There's some cracking action in this show which has been renewed for a second season. Fortunately, getting into this 23-part first season shouldn't be time wasted. Unless it turns out to be rubbish of course. It could go either way at this stage..
Despite some nifty moves (Reese beats up the same group of five blokes on two separate occasions in this pilot) Jim Caviezel's protagonist is pretty dull. Not that the writers have helped him much.
For the last couple of years, more TV shows than you can shake a remote control at have been billed as 'the new Lost'.
"With Lost co-creator J.J Abrams on production duties, this new US drama was immediately ahead of its rivals."
Most of them begin at the end, contain more government conspiracies than a season of The X-Files and are then promptly axed pretty sharpish (The Event, Flash Forward etc).
I was a bit concerned when a publicity bod mentioned the L-word 14 times in an email about Person of Interest.
Simply ditching the cast in a jungle is usually enough to attract comparison, but with Lost co-creator J.J Abrams on production duties, this new US drama was immediately ahead of its rivals.
To make things even more interesting, the series came from the brain of Jonathan Nolan who had a hand in The Dark Knight.
I'd just finished doing the maths (Dark Knight + Lost = tellygasm) and then I found out that Person of Interest is going to be a procedural drama. Or to be more accurate, ANOTHER procedural drama.
To make things even more arbitrary, we viewers were then introduced to a lead character with a troubled past. If it was possible to die of cliché, I would have been flat-lining.
Person of Interest ramps up the interest
But thankfully Person of Interest isn't just another procedural show. For a start, Reese (Jim Caviezel) isn't a cop. Conveniently enough he's an ex-Special ops SWAT type bloke who knows how to handle himself and scrubs up quite nicely.
"Person of Interest isn't just another procedural show"
He's a vagrant when we meet him, well on his way to "drinking himself to death" after a terrible personal loss.
While it's never actually confirmed, through a series of generic flashbacks marked 'Happier Times', it's inferred that Reese lost his sexy lady at some point, yet at this stage it's all rather vague. More on that later...
These glimpses of his former life also coincide with the New York terror attacks, leading to the next part of this story: Mr Finch (Michael Emerson, who will certainly be familiar to Lost fans).
It turns out that in the wake of 9/11, this millionaire invented a machine which pinpoints individuals who are soon to be linked (either as victim or villain) to a violent crime. It was intended as a means to prevent another terrorist attack, but Finch soon discovered that it was predicting incidents which the FBI deemed beneath them.

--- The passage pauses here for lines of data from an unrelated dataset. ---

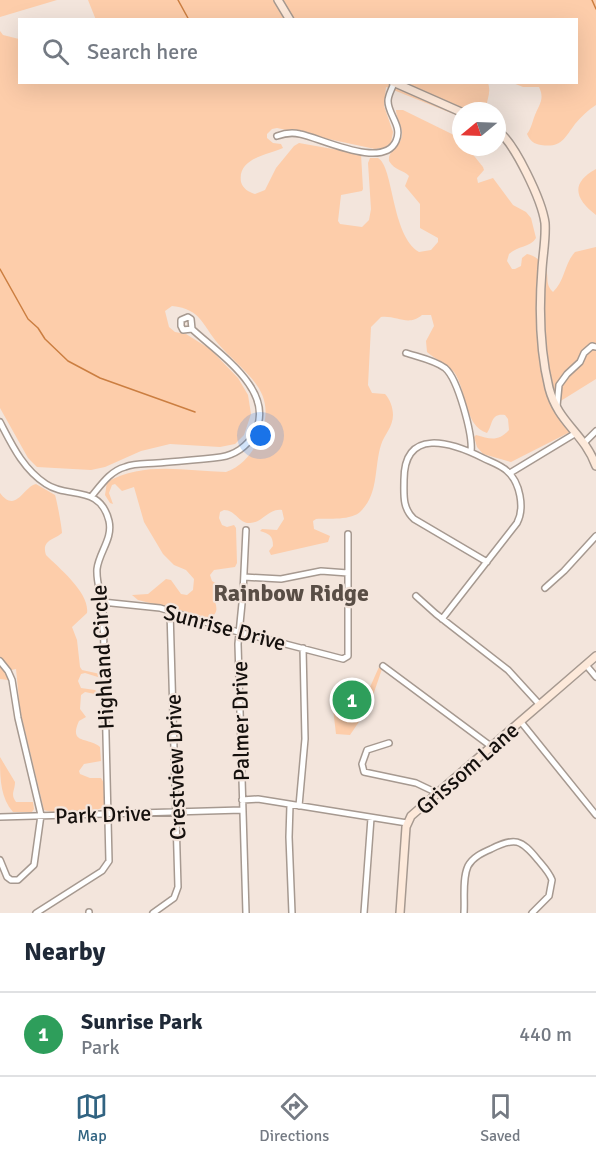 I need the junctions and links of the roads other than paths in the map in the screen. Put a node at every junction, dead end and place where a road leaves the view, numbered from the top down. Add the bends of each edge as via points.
1 (279, 0) edge
2 (289, 18) edge
3 (393, 84) edge
4 (395, 84) edge
5 (452, 108) edge
6 (277, 136) dead end
7 (506, 138) edge
8 (192, 329) dead end
9 (596, 347) edge
10 (406, 352) dead end
11 (557, 411) junction
12 (0, 422) edge
13 (596, 431) edge
14 (576, 433) junction
15 (584, 442) junction
16 (471, 452) junction
17 (596, 466) edge
18 (510, 473) junction
19 (92, 497) junction
20 (246, 530) dead end
21 (348, 534) dead end
22 (596, 536) edge
23 (487, 562) junction
24 (348, 573) junction
25 (244, 577) junction
26 (545, 588) dead end
27 (416, 596) dead end
28 (102, 602) junction
29 (170, 611) junction
30 (442, 619) junction
31 (238, 631) junction
32 (303, 648) junction
33 (596, 656) edge
34 (0, 661) edge
35 (586, 665) junction
36 (383, 666) dead end
37 (596, 677) edge
38 (540, 705) junction
39 (521, 722) junction
40 (389, 743) dead end
41 (492, 747) junction
42 (437, 793) junction
43 (242, 800) junction
44 (290, 805) junction
45 (299, 806) junction
46 (242, 810) junction
47 (176, 811) junction
48 (109, 813) junction
49 (596, 815) edge
50 (41, 816) junction
51 (0, 817) edge
52 (371, 818) junction
53 (407, 823) junction
54 (0, 860) edge
55 (36, 913) edge
56 (153, 913) edge
57 (246, 913) edge
58 (292, 913) edge
59 (364, 913) edge
60 (400, 913) edge
61 (464, 913) edge
62 (532, 913) edge

1 - 2 street
3 - 6 street via 388,105 397,135 385,152 362,152 299,133
4 - 5 street
7 - 11 street via 521,161 545,229 541,312 545,363
8 - 19 street via 254,391 260,417 252,437 239,450 223,456 124,467 108,477
9 - 11 street via 584,353 559,385
10 - 16 street via 438,364 450,374 471,437
11 - 14 street
12 - 19 street via 21,460 44,482
13 - 15 street
14 - 15 street
14 - 18 street
15 - 17 street
16 - 18 street
16 - 23 street via 438,442 412,450 404,466 404,502 414,519
18 - 23 street via 521,503 520,517
19 - 28 street, Highland Circle via 105,510 110,526 97,568
20 - 25 street, Palmer Drive
21 - 24 street
22 - 26 street
23 - 30 street
24 - 25 street via 321,571 281,579
24 - 32 street, Sunrise Drive via 346,657
25 - 31 street, Palmer Drive
27 - 30 street
28 - 29 street, Sunrise Drive
28 - 48 street, Highland Circle
29 - 31 street, Sunrise Drive
29 - 47 street, Crestview Drive
30 - 38 street via 508,670
31 - 32 street, Sunrise Drive
31 - 43 street, Palmer Drive
32 - 45 street via 305,739
33 - 35 street, Grissom Lane
34 - 50 street via 12,680
35 - 37 street
35 - 38 street, Grissom Lane
36 - 41 street
38 - 39 street, Grissom Lane
39 - 41 street, Grissom Lane
39 - 49 street
40 - 42 street via 367,750 362,764 364,772 416,783
41 - 42 street, Grissom Lane
42 - 53 street, Grissom Lane
43 - 44 street
43 - 46 street, Palmer Drive
44 - 45 street
44 - 58 street
45 - 52 street
46 - 47 street, Park Drive
46 - 57 street, Palmer Drive
47 - 48 street, Park Drive
47 - 56 street, Crestview Drive via 177,891 174,898
48 - 50 street, Park Drive
48 - 55 street, Highland Circle via 106,866
50 - 51 street, Park Drive
50 - 54 street via 31,870 11,880
52 - 53 street
52 - 59 street
53 - 60 street, Grissom Lane
61 - 62 street via 465,875 471,862 504,842 513,841 528,848 552,880 549,896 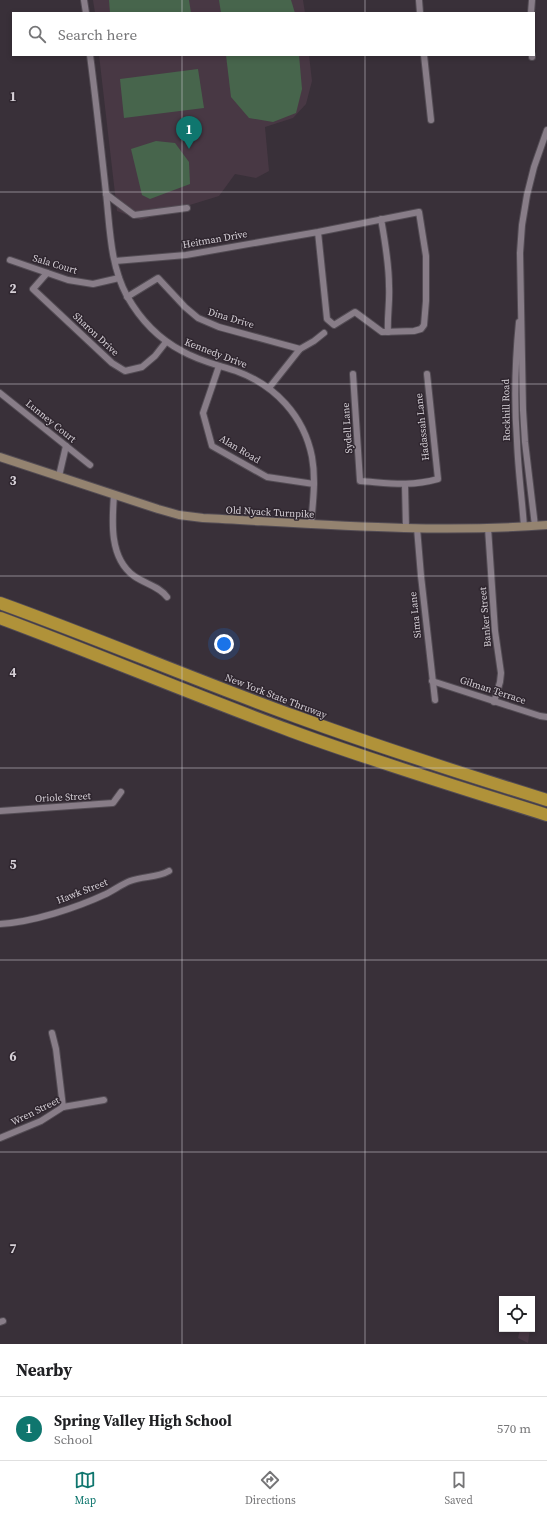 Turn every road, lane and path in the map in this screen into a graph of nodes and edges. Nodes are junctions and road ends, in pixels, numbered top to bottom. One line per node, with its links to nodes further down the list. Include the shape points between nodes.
1 (84, 0): 4 (street)
2 (419, 0): 5 (street)
3 (532, 0): 6 (street)
4 (86, 12)
5 (420, 12)
6 (531, 12)
7 (90, 56): 11 (street, Kennedy Drive)
8 (424, 56): 9 (street)
9 (431, 120)
10 (547, 130): 19 (street, Rockhill Road, via 534,168 522,225)
11 (106, 194): 12 (street, via 134,215); 16 (street, Kennedy Drive)
12 (187, 208)
13 (381, 219): 14 (street, Heitman Drive); 21 (street, via 388,253); 21 (street, Heitman Drive, via 419,212 426,256 424,325 414,331)
14 (318, 232): 16 (street, Heitman Drive, via 186,255); 21 (street, Heitman Drive, via 326,319 334,325 354,312 377,330)
15 (10, 260): 17 (street, Sala Court)
16 (115, 261): 18 (street, Kennedy Drive)
17 (47, 273): 18 (street, Sala Court, via 93,284); 23 (street, Sharon Drive, via 33,289 112,363 126,371 142,367)
18 (119, 278): 20 (street, Kennedy Drive)
19 (522, 292): 39 (street, Rockhill Road, via 524,429); 40 (street, Rockhill Road, via 515,368 515,410)
20 (127, 297): 23 (street, Kennedy Drive, via 138,314); 24 (street, Dina Drive, via 158,278 184,307 198,318 219,327)
21 (388, 332)
22 (324, 333): 24 (street)
23 (166, 342): 25 (street, Kennedy Drive, via 183,352)
24 (300, 349): 28 (street)
25 (219, 366): 28 (street, Kennedy Drive, via 254,379); 34 (street, Alan Road, via 203,413 212,446 267,477)
26 (353, 374): 35 (street, Sydell Lane, via 360,481)
27 (427, 374): 35 (street, Hadassah Lane, via 438,479)
28 (269, 388): 34 (street, Kennedy Drive, via 291,410 301,426 312,458)
29 (0, 393): 30 (street, Lunney Court)
30 (66, 446): 32 (street, Lunney Court); 33 (street)
31 (0, 457): 33 (street, Old Nyack Turnpike)
32 (90, 465)
33 (59, 476): 36 (street, Old Nyack Turnpike)
34 (314, 484): 37 (street, Kennedy Drive)
35 (405, 485): 41 (street)
36 (114, 495): 37 (street, Old Nyack Turnpike, via 202,518); 44 (street, via 113,532 116,550 123,565 133,575 156,586)
37 (311, 524): 41 (street, Old Nyack Turnpike)
38 (547, 525): 39 (street, Old Nyack Turnpike)
39 (535, 526): 40 (street, Old Nyack Turnpike)
40 (524, 527): 43 (street, Old Nyack Turnpike)
41 (406, 528): 42 (street, Old Nyack Turnpike)
42 (418, 528): 43 (street, Old Nyack Turnpike); 47 (street, Sima Lane)
43 (488, 528): 49 (street, Banker Street, via 495,631 501,673)
44 (167, 597)
45 (0, 603): 52 (highway, New York State Thruway, via 297,717 417,759)
46 (0, 618): 54 (highway, via 300,734 412,773)
47 (432, 681): 48 (street, Sima Lane); 49 (street, Gilman Terrace)
48 (434, 700)
49 (494, 702): 50 (street, Gilman Terrace)
50 (547, 717)
51 (121, 792): 53 (street, Oriole Street, via 113,803)
52 (547, 800)
53 (0, 811)
54 (547, 815)
55 (169, 872): 56 (street, Hawk Street, via 132,880 84,903 36,918)
56 (0, 924)
57 (52, 1032): 59 (street)
58 (104, 1100): 59 (street, Wren Street)
59 (63, 1107): 60 (street, Wren Street, via 41,1121)
60 (0, 1138) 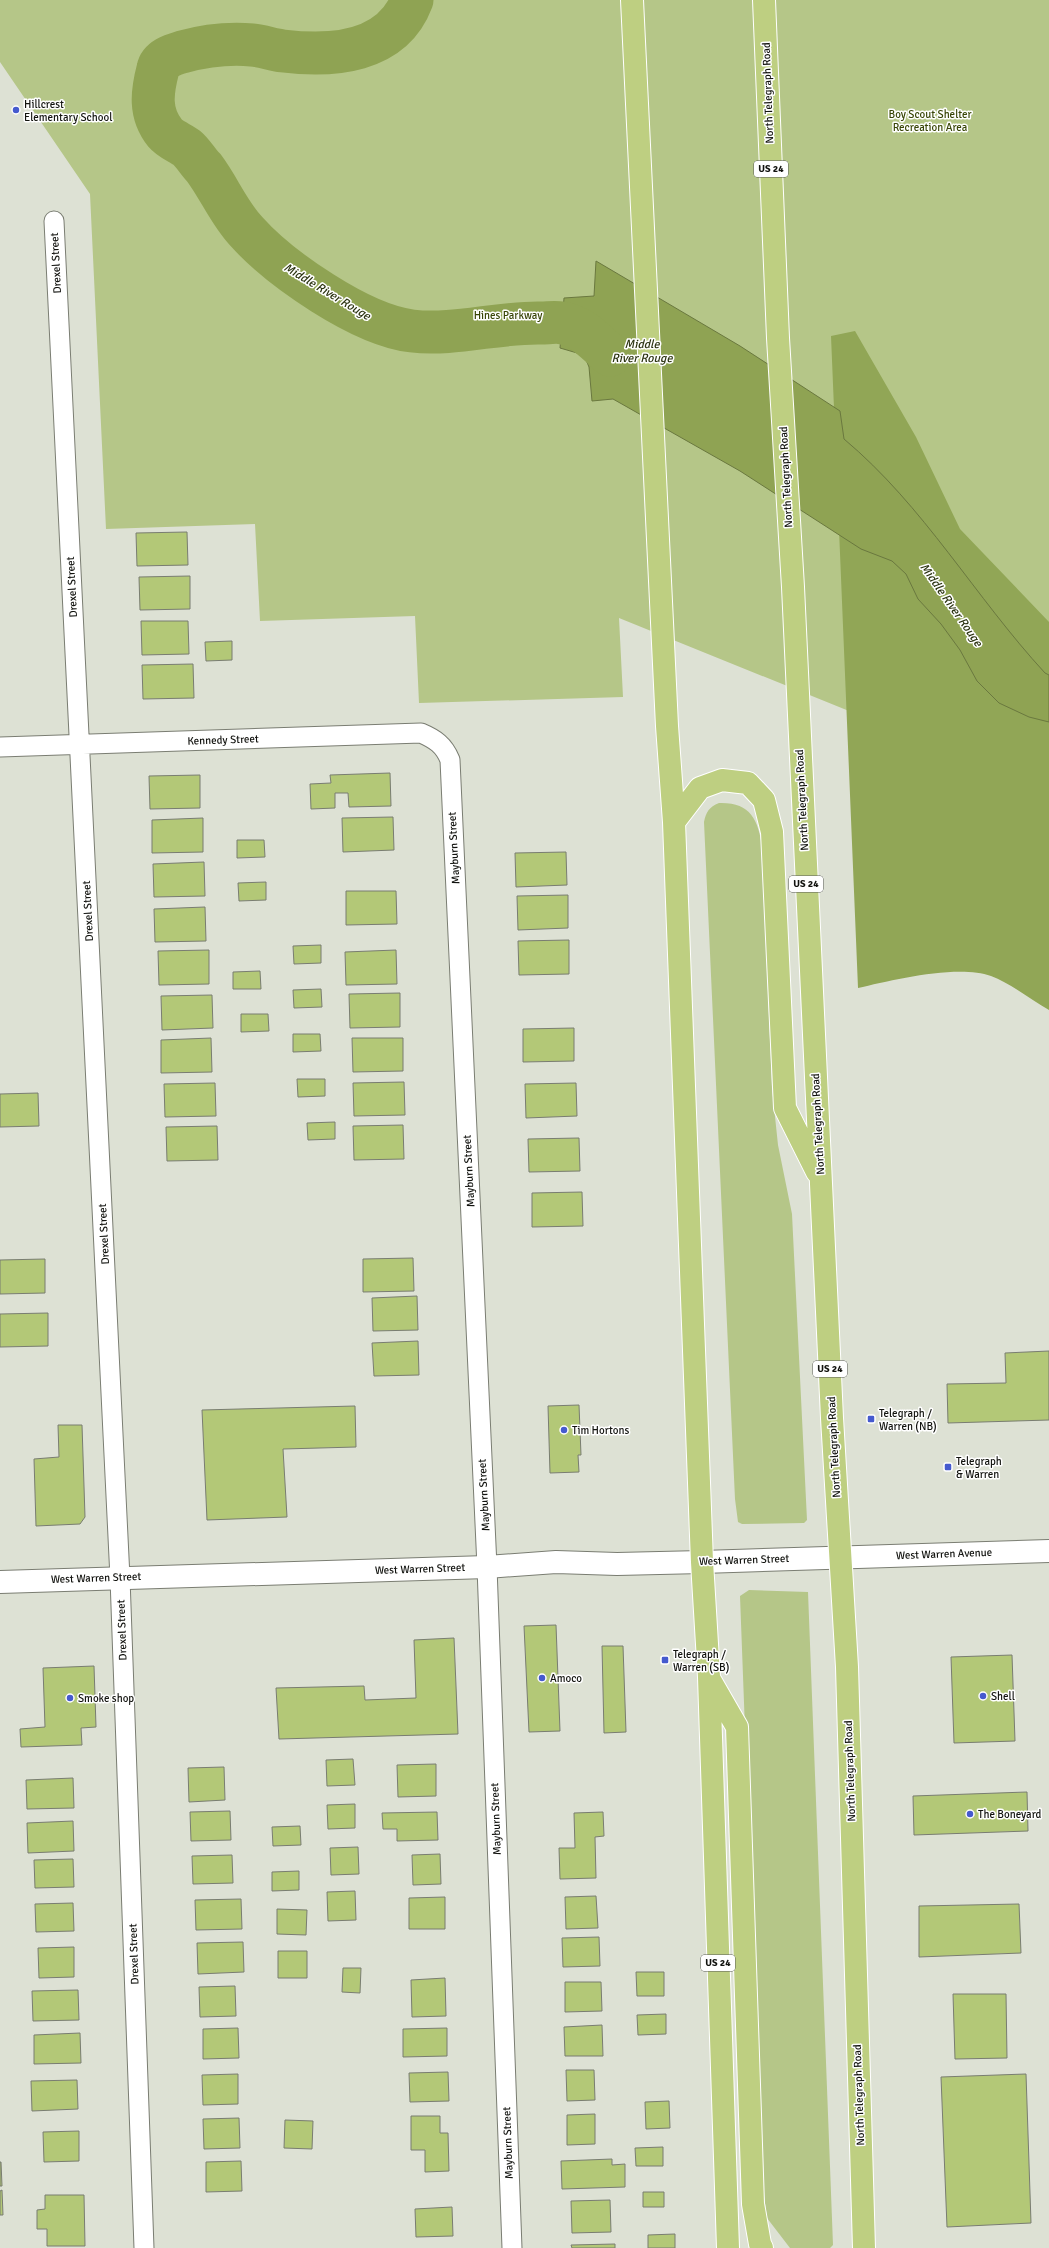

So armed with a wish to clean up the streets, Finch asks Reese to be the one-man army which makes use of the information The Machine produces - and voilá!
It may sound like a mix of Minority Report, Homeland, Quantum Leap and a few other shows, but the concept here is an intriguing one.
By playing on the paranoia of post 9/11 America and concerns of over-surveillance, the writers have started down a well-trodden path, yet where they head afterwards will determine Person of Interest's pulling power.
Things are very vague at the minute, but in the hands of Abrams, this could turn out to be a great strength.
What's the story with Reese's lady? What skeletons has Finch (who ironically enough, admits that he's a "very private man") got in his closet? Oh and by the way, I'm also going to need more of a sentence of explanation for 'The Machine'...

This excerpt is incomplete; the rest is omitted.